-- What to work on --
Look for the word "bottom" in the data below, and copy every line that holds it.

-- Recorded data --
::::::
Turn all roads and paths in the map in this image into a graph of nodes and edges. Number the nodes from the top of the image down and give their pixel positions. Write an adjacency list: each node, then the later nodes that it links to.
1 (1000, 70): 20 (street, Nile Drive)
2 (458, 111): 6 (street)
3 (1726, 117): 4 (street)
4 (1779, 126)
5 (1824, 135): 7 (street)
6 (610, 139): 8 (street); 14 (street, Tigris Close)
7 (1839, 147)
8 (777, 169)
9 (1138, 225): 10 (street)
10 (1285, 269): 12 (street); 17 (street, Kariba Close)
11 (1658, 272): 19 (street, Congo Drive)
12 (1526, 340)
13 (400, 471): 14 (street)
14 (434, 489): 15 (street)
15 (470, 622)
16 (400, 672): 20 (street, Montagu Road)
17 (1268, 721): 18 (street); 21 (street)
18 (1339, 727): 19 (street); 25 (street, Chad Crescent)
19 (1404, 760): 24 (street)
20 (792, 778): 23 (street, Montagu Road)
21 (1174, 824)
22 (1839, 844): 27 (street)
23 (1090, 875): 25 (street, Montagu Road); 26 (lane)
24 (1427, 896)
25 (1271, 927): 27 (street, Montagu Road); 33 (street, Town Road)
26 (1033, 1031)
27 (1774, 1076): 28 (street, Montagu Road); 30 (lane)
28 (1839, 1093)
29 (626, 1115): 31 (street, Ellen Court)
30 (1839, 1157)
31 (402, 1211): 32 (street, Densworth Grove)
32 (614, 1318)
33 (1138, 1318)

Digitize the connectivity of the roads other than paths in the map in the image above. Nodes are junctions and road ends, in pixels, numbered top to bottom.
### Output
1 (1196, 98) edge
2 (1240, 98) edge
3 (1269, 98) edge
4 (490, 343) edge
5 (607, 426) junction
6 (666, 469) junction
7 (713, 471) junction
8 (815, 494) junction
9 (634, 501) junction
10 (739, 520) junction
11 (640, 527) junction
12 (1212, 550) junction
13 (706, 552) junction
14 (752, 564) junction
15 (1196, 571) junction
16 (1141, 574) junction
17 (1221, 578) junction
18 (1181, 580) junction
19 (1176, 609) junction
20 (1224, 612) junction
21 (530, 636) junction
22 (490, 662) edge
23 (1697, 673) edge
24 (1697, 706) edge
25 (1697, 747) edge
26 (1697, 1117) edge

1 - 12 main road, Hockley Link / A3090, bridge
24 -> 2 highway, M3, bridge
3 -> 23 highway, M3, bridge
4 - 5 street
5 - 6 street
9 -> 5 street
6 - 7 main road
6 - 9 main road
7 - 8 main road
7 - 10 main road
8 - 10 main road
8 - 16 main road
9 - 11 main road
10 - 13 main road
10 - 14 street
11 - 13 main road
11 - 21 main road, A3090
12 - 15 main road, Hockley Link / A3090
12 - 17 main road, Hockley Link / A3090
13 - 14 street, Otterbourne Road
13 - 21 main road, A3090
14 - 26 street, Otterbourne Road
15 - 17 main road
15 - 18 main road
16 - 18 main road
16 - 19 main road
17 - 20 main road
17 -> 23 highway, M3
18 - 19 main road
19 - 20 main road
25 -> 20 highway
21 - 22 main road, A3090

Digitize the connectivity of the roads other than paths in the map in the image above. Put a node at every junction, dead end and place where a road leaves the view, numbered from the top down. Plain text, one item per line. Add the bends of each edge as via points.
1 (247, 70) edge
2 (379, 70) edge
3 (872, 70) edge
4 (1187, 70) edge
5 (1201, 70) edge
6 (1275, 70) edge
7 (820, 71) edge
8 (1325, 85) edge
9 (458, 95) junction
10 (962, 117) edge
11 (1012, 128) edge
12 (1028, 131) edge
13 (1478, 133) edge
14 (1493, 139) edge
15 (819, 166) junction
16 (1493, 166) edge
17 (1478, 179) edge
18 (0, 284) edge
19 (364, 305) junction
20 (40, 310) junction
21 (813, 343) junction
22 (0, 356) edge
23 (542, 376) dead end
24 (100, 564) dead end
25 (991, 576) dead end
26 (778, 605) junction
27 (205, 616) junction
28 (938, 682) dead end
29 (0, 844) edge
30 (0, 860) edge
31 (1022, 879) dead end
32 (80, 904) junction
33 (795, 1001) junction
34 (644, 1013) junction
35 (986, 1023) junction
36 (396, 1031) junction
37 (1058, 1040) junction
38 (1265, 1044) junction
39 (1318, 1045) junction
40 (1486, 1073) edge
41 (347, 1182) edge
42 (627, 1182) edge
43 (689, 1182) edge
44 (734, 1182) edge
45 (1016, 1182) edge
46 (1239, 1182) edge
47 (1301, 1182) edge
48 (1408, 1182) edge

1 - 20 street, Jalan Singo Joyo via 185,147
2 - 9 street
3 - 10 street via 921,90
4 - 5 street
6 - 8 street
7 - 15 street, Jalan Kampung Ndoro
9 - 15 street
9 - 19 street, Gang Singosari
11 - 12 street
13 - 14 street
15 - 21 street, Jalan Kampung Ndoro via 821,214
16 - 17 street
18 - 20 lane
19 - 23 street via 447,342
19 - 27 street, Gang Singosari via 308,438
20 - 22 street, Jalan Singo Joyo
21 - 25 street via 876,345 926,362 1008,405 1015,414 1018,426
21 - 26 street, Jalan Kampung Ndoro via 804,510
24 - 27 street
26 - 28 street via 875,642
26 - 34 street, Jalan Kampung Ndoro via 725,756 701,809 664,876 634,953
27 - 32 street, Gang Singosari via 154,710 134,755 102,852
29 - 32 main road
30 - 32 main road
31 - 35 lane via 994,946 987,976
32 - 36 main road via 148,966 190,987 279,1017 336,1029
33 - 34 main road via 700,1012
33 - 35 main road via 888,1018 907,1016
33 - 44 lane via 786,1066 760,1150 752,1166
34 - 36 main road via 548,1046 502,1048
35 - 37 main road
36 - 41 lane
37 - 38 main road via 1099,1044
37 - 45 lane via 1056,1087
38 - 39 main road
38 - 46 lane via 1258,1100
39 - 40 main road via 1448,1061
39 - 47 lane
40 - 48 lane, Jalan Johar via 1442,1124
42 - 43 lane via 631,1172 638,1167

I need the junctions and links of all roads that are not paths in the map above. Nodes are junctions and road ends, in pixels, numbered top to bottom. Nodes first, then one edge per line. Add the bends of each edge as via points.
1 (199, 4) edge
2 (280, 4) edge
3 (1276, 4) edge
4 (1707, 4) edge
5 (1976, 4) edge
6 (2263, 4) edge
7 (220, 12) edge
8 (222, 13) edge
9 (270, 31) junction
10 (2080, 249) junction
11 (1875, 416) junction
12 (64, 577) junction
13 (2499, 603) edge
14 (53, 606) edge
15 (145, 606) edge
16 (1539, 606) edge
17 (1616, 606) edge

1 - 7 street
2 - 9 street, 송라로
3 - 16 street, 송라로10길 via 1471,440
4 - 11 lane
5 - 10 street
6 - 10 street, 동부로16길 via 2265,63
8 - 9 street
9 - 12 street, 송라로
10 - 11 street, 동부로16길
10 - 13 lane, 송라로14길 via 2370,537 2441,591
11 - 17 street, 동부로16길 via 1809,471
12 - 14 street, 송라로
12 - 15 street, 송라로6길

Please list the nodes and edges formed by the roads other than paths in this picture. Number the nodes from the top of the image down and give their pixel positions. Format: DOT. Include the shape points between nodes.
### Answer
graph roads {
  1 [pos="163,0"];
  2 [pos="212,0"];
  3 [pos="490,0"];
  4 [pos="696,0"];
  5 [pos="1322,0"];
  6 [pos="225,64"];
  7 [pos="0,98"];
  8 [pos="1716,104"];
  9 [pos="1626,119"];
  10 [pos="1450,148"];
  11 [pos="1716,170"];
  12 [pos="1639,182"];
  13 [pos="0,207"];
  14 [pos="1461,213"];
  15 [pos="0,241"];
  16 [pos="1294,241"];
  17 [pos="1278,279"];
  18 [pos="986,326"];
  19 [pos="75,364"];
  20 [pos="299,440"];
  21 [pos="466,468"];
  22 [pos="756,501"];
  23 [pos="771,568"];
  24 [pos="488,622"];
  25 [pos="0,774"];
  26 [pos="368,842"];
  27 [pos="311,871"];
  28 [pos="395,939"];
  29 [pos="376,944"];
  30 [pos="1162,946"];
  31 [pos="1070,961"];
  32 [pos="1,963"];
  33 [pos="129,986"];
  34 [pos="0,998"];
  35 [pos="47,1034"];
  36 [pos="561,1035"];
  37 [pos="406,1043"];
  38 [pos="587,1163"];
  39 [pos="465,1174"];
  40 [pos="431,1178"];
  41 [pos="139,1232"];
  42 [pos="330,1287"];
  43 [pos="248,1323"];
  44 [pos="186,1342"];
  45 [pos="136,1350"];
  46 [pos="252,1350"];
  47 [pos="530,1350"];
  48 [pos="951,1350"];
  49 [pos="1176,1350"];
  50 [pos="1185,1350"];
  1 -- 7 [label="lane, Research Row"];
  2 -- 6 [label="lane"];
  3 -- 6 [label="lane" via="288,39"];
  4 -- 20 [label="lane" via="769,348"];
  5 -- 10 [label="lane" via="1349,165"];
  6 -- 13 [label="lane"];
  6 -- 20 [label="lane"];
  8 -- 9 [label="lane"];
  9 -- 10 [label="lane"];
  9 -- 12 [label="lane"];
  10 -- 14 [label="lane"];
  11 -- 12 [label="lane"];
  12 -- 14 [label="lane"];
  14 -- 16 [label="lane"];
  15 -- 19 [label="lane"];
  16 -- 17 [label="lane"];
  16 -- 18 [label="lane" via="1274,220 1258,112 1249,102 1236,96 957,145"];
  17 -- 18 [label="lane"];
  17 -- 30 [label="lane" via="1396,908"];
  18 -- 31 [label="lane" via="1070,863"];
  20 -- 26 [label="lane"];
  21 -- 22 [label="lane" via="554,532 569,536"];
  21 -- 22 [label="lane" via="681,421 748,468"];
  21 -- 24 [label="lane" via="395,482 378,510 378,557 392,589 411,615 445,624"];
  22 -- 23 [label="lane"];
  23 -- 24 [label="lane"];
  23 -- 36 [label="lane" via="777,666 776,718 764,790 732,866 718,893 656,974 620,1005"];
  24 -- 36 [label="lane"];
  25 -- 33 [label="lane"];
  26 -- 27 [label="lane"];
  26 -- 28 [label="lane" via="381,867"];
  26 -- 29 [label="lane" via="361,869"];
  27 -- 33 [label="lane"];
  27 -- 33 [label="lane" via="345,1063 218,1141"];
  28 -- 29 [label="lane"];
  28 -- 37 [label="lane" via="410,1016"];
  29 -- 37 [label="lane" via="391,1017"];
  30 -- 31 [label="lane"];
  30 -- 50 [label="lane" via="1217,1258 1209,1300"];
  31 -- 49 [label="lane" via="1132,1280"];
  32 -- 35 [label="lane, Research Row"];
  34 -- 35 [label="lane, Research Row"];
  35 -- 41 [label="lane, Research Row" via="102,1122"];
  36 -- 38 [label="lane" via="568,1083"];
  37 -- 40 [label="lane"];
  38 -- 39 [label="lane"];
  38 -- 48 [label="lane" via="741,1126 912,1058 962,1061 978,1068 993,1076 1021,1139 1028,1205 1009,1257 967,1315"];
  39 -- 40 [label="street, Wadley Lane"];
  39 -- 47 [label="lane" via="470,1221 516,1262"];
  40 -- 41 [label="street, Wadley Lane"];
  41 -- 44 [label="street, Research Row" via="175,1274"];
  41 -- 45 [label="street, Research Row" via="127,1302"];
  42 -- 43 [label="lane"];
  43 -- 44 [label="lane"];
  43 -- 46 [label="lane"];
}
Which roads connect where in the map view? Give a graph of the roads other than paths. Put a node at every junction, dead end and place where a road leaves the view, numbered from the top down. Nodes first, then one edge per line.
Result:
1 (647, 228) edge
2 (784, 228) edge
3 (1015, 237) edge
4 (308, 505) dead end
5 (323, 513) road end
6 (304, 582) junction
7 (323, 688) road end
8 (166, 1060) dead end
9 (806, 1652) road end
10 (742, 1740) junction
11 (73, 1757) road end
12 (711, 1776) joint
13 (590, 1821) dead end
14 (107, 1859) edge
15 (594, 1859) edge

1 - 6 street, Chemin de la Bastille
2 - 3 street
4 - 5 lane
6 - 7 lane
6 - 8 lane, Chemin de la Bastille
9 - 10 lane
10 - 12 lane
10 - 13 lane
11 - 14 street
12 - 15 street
::::::
-- Your solution --
Digitize the connectivity of the roads other than paths in the map in the image above. Nodes are junctions and road ends, in pixels, numbered top to bottom.
I need the junctions and links of all roads that are not paths in the map above. Nodes are junctions and road ends, in pixels, numbered top to bottom. Nodes first, then one edge per line. Add the bends of each edge as via points.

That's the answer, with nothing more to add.